--- Data supplied ---
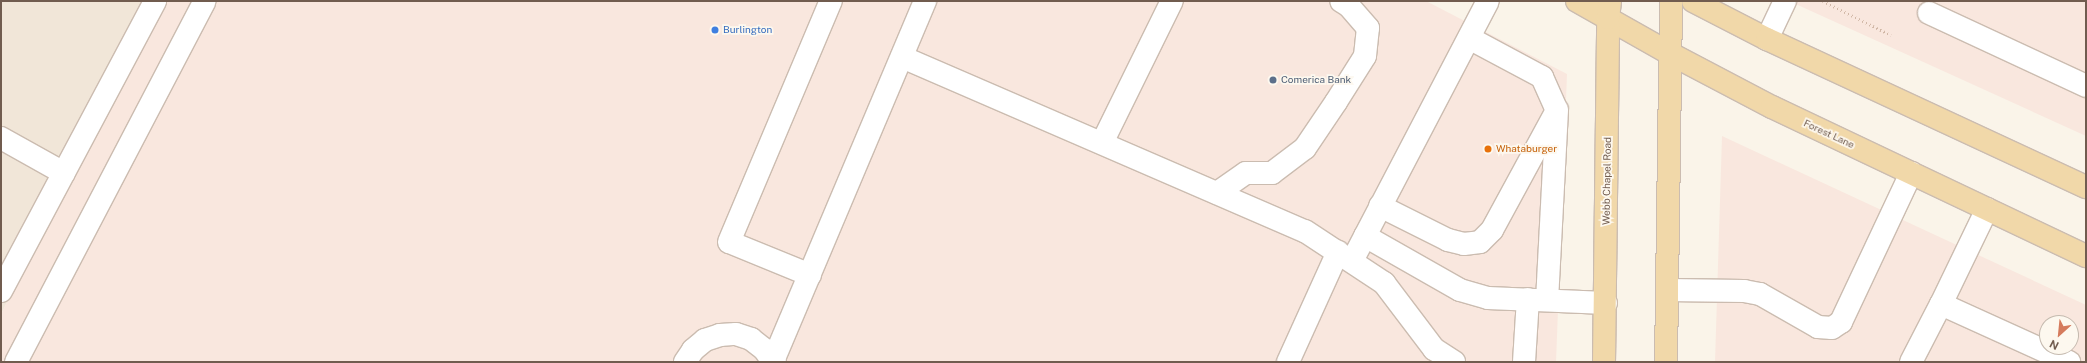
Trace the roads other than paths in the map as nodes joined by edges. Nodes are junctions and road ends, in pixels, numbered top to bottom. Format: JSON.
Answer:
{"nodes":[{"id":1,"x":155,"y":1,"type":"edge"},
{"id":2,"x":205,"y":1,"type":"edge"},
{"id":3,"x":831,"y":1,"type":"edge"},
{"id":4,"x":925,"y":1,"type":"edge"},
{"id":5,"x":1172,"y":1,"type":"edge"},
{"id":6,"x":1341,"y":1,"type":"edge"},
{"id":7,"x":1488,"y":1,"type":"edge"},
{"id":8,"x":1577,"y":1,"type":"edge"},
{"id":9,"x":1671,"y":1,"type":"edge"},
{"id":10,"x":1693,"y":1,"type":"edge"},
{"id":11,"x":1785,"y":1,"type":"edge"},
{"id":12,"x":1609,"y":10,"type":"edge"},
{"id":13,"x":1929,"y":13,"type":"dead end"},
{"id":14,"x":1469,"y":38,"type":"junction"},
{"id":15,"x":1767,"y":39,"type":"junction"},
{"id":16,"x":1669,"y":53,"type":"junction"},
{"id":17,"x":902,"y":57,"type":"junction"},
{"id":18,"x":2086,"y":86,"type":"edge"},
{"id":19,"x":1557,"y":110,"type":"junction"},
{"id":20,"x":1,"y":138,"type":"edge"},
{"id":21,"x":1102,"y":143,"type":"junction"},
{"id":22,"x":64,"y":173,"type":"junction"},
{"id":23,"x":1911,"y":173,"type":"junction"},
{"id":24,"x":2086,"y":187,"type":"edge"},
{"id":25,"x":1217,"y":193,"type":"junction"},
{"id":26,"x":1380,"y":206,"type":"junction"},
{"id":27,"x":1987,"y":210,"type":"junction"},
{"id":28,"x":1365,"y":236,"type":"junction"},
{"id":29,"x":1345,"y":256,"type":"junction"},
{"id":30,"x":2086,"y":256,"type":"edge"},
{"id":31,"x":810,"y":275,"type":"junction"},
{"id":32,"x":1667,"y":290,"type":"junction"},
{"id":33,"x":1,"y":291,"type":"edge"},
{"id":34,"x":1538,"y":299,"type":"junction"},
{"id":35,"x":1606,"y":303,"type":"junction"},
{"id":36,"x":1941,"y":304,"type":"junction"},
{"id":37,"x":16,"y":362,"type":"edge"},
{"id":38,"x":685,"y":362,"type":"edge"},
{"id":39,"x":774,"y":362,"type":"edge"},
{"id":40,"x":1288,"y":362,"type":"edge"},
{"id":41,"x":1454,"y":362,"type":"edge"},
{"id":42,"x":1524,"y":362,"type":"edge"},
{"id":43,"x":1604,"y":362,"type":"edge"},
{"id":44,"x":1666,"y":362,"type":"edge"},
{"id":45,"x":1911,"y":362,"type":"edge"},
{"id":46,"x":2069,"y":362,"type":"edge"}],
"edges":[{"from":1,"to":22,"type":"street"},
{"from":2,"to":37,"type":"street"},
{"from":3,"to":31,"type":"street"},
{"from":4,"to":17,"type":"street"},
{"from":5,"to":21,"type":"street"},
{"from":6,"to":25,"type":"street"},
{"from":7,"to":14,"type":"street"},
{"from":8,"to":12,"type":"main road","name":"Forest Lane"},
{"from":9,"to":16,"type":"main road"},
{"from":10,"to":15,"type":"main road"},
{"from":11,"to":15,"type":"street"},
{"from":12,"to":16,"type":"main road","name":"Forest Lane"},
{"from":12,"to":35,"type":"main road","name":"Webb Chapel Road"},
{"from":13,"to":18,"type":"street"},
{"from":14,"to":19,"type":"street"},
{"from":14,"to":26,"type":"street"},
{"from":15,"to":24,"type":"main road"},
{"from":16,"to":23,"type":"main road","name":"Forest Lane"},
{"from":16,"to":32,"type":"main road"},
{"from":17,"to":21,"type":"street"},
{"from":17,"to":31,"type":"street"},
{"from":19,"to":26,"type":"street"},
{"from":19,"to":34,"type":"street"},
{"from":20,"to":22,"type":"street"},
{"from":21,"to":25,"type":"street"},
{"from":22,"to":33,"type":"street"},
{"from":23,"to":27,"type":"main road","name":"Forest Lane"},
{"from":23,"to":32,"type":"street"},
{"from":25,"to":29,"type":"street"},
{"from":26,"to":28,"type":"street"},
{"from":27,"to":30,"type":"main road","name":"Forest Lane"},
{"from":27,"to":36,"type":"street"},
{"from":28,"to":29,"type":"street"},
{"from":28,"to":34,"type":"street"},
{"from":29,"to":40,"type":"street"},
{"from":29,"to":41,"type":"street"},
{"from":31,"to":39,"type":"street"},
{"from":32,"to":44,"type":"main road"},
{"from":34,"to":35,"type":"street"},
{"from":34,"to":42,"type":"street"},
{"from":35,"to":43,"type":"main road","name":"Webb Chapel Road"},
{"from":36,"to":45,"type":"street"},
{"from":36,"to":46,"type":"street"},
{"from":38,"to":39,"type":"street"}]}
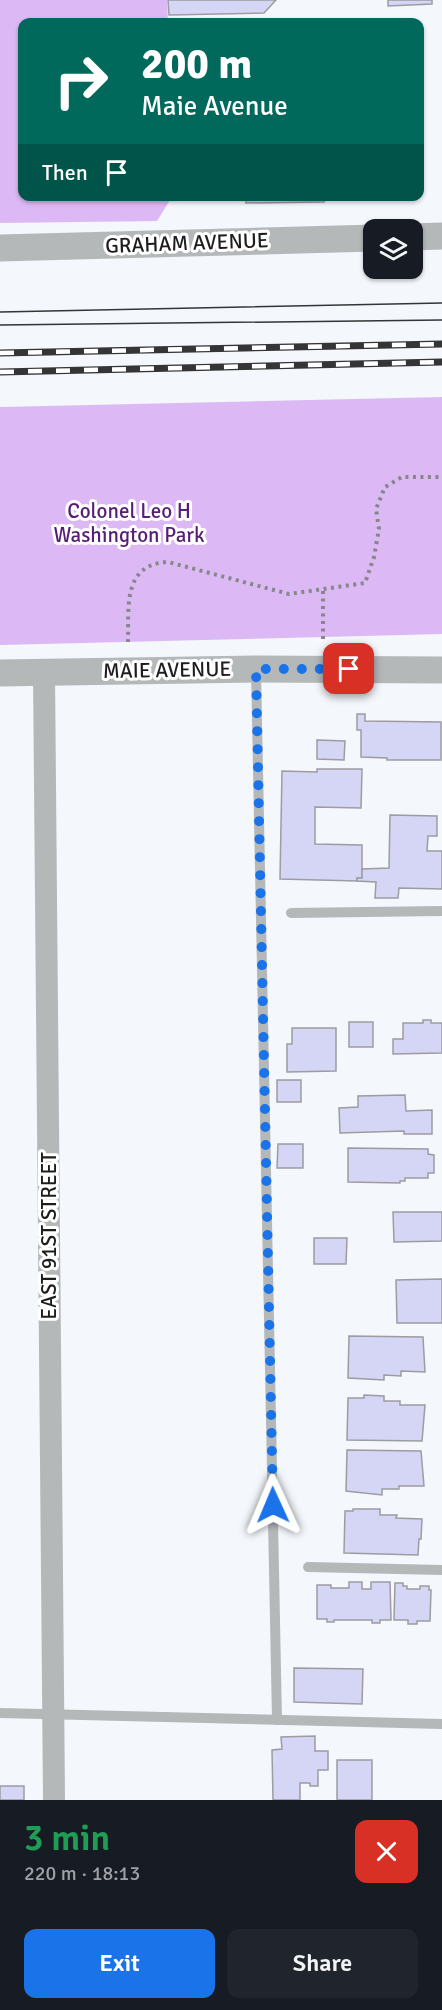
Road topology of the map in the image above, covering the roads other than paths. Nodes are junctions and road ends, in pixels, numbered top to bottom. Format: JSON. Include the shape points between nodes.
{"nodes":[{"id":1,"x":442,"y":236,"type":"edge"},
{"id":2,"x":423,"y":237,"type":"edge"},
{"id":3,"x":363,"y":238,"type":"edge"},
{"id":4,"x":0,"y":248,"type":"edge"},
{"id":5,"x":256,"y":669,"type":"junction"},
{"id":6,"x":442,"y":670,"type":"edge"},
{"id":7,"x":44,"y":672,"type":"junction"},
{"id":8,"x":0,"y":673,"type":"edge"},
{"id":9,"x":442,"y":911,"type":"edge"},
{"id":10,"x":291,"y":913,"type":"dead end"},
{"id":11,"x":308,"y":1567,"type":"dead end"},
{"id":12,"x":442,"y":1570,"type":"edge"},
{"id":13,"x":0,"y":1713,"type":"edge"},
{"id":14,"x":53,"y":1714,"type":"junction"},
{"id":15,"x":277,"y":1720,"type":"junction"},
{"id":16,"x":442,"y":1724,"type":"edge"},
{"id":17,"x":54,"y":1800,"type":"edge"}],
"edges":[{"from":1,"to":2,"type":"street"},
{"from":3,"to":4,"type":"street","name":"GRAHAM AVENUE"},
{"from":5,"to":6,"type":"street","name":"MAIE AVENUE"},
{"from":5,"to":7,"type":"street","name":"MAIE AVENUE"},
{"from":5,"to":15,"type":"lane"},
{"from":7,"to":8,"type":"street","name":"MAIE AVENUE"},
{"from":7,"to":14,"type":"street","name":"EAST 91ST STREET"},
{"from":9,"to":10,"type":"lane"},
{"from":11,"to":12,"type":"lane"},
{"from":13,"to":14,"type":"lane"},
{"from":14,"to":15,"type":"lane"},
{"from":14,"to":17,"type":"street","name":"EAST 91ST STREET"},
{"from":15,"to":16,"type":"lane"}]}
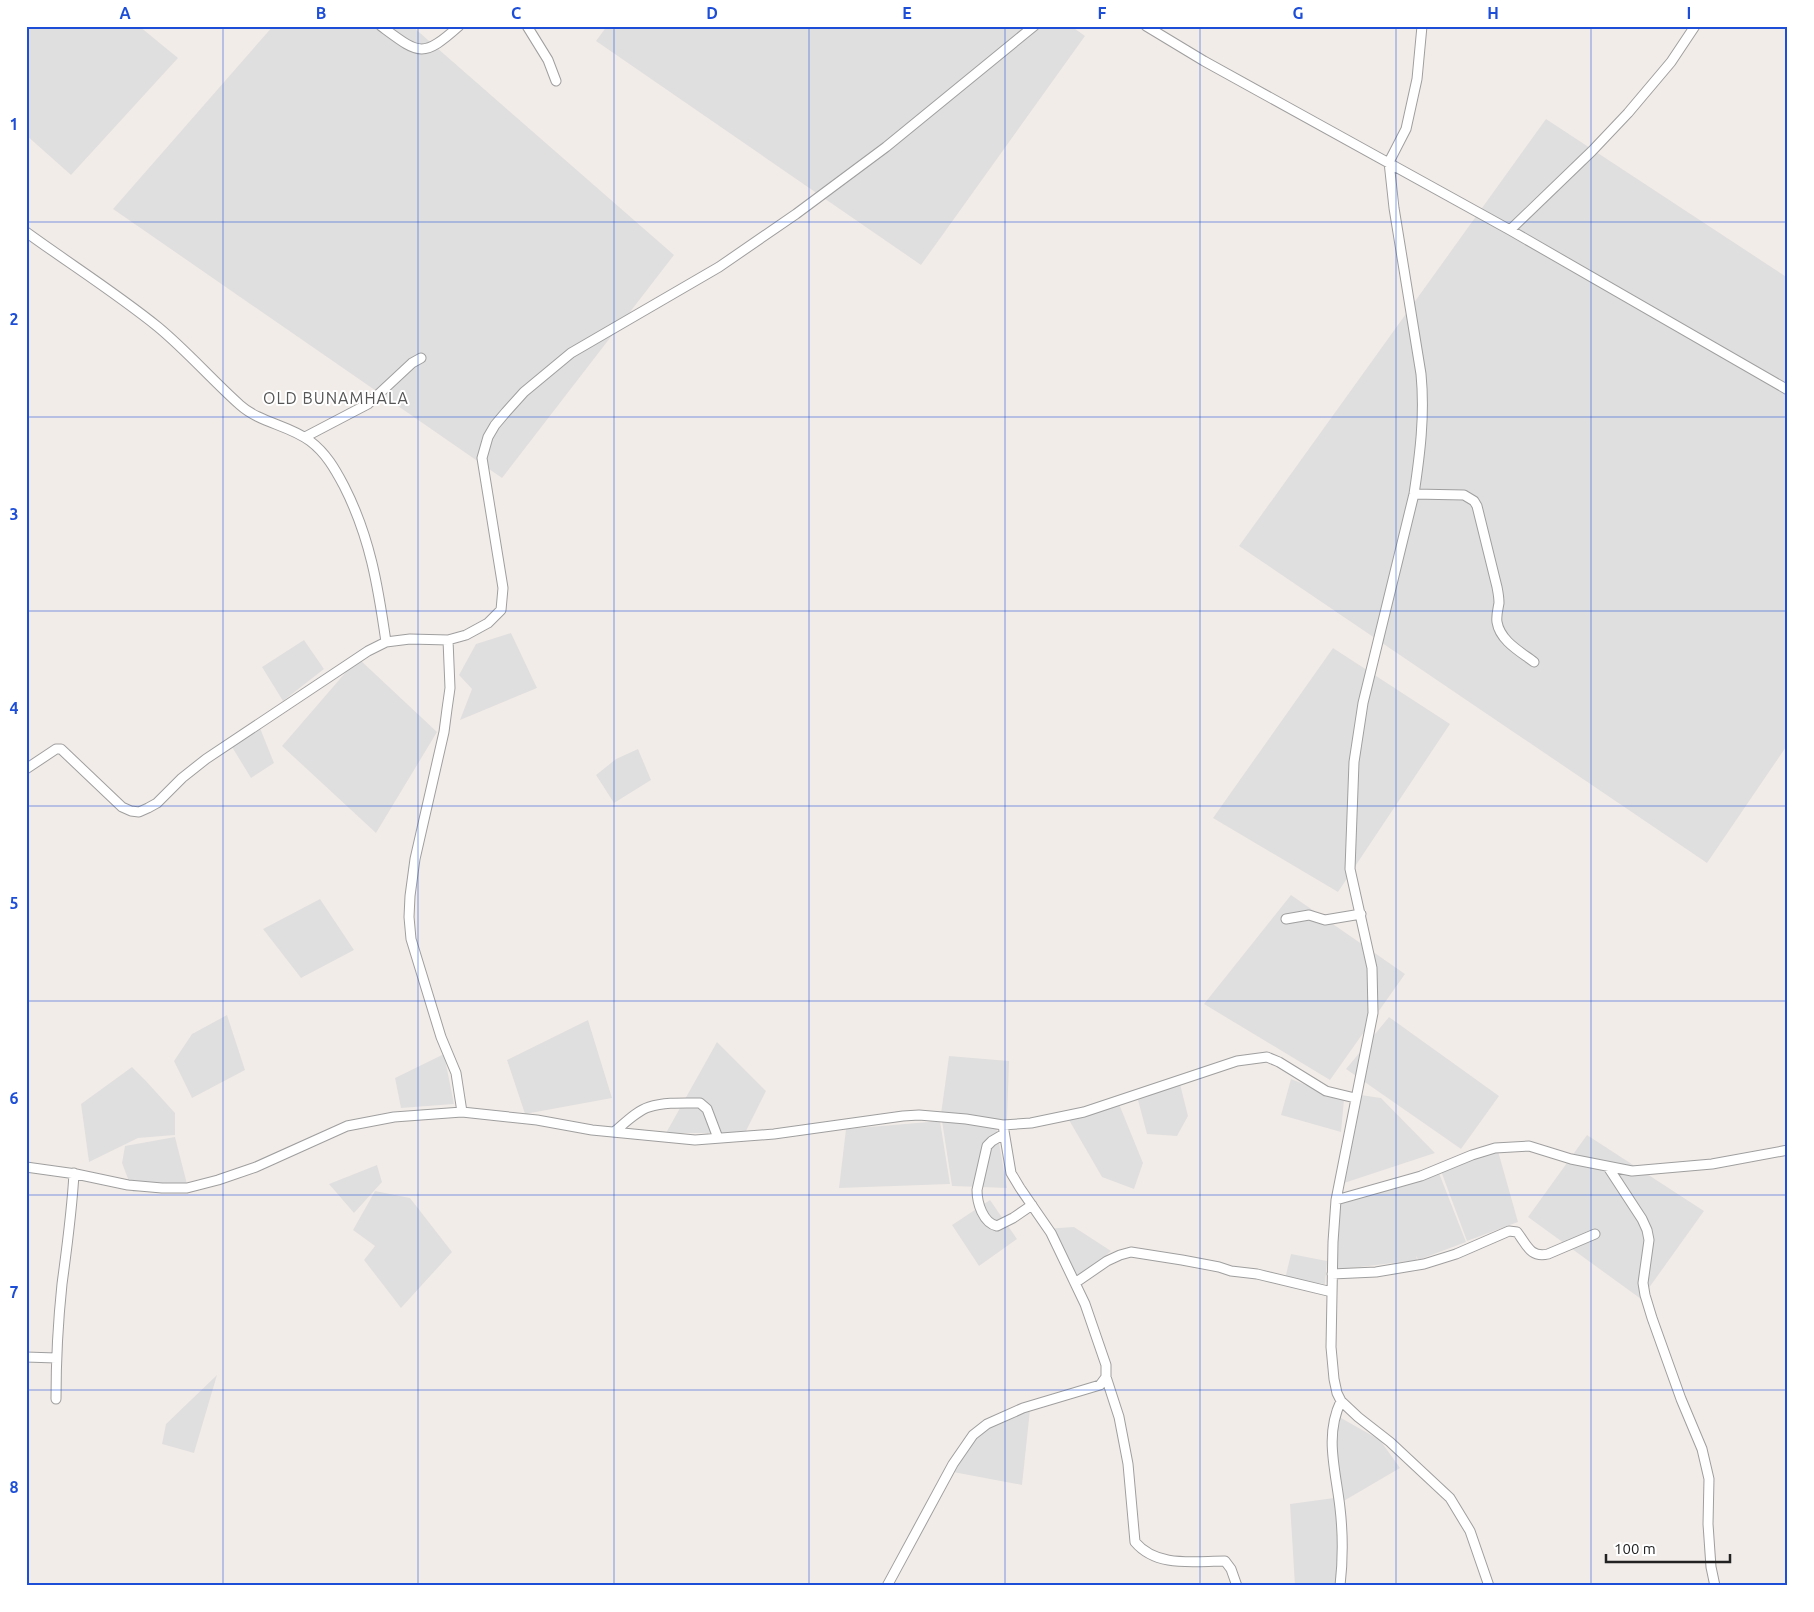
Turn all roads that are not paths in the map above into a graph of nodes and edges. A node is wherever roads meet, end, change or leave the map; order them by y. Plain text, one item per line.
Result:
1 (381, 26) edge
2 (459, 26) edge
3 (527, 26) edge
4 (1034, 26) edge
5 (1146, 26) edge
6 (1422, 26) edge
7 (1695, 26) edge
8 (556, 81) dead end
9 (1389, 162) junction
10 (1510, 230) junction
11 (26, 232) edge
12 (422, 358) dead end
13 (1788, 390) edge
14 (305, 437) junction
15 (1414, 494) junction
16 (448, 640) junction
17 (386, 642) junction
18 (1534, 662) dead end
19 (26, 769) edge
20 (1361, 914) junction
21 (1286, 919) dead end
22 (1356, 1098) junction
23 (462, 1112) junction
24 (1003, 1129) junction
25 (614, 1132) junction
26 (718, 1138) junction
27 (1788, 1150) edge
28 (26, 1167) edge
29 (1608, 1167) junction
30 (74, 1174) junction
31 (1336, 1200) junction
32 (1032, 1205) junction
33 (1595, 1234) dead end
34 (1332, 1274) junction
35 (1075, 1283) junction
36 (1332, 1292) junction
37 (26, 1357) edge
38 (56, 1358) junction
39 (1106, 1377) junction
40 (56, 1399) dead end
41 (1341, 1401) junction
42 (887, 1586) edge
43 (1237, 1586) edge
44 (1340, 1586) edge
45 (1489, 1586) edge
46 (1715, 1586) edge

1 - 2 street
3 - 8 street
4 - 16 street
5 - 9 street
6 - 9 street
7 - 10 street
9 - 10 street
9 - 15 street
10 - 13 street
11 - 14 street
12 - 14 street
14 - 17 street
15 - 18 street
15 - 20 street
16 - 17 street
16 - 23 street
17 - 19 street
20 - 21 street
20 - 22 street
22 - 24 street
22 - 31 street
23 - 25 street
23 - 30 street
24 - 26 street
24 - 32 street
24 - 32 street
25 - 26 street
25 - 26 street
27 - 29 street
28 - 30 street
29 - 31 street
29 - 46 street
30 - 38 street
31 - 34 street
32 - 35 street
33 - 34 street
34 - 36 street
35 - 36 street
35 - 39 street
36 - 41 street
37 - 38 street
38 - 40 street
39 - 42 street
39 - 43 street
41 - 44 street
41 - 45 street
---
Brief: Count every line of the records that holds "dead". State the number, nothing else.

Solution to the exercise: 9